5. Poetry teachers especially at the high school and undergraduate levels, should spend less time on analysis and more on performance. Poetry needs to be liberated from literary criticism. Poems should be memorized, recited, and performed. The sheer joy of the art must be emphasized.
6. Finally poets and arts administrators should use radio to expand the art's audience. Poetry is an aural medium, and thus ideally suited to radio.
It is time to experiment, time to leave the well-ordered but stuffy classroom, time to restore a vulgar vitality to poetry and unleash the energy now trapped in the subculture. There is nothing to lose. Society has already told us that poetry is dead. Let's build a funeral pyre out of the desiccated conventions piled around us and watch the ancient, spangle-feathered, unkillable phoenix rise from the ashes.
Read the rest of Gioia's "Can Poetry Matter?" as well as some of his poetry, at DanaGioia.net. Here's his poem "Insomnia" from Daily Horoscope...

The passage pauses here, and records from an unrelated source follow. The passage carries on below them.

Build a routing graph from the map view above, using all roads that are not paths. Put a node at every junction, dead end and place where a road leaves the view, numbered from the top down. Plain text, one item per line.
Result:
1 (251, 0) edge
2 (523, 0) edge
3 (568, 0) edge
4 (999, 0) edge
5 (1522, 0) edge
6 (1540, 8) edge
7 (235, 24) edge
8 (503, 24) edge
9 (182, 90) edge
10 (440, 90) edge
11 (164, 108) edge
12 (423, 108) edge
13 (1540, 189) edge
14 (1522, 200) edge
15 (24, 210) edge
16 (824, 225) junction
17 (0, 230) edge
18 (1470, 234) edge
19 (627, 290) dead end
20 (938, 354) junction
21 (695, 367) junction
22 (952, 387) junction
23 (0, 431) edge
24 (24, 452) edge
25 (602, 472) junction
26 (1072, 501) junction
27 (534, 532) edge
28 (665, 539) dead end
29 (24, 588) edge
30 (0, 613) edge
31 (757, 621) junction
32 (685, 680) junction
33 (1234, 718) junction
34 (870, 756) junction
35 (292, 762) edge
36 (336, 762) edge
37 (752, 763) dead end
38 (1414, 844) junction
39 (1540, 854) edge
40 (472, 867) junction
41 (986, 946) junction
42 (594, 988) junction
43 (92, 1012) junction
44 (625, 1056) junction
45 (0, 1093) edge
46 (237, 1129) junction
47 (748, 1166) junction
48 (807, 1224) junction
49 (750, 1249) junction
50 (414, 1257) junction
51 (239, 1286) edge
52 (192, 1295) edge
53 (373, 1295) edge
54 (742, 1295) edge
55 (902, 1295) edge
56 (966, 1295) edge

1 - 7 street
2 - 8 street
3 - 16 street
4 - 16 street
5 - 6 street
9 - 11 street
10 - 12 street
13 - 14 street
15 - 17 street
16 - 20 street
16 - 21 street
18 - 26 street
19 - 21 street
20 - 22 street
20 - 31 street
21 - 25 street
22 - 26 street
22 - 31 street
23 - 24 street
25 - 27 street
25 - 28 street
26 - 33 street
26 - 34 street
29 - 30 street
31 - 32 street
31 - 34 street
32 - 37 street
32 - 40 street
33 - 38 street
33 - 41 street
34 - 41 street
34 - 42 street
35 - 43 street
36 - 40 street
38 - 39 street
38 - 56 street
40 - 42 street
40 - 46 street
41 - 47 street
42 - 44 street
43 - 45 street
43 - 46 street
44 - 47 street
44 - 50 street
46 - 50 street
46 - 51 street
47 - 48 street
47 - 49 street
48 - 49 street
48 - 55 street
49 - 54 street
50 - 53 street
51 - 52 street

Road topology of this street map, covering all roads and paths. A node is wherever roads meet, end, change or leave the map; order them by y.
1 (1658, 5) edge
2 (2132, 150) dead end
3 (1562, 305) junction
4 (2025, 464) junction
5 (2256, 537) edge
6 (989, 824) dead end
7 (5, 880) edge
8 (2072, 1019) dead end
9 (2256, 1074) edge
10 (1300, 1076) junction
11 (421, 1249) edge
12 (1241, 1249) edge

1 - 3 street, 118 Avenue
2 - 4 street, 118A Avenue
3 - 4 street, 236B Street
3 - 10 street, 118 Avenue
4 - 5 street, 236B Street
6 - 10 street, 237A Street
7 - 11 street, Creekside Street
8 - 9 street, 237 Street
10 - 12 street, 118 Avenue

Now you hear what the house has to say.
Pipes clanking, water running in the dark,
the mortgaged walls shifting in discomfort,
and voices mounting in an endless drone
of small complaints like the sounds of a family
that year by year you've learned how to ignore.
But now you must listen to the things you own,
all that you've worked for these past years,
the murmur of property, of things in disrepair,
the moving parts about to come undone,
and twisting in the sheets remember all
the faces you could not bring yourself to love.
How many voices have escaped you until now,
the venting furnace, the floorboards underfoot,
the steady accusations of the clock
numbering the minutes no one will mark.
The terrible clarity this moment brings,
the useless insight, the unbroken dark.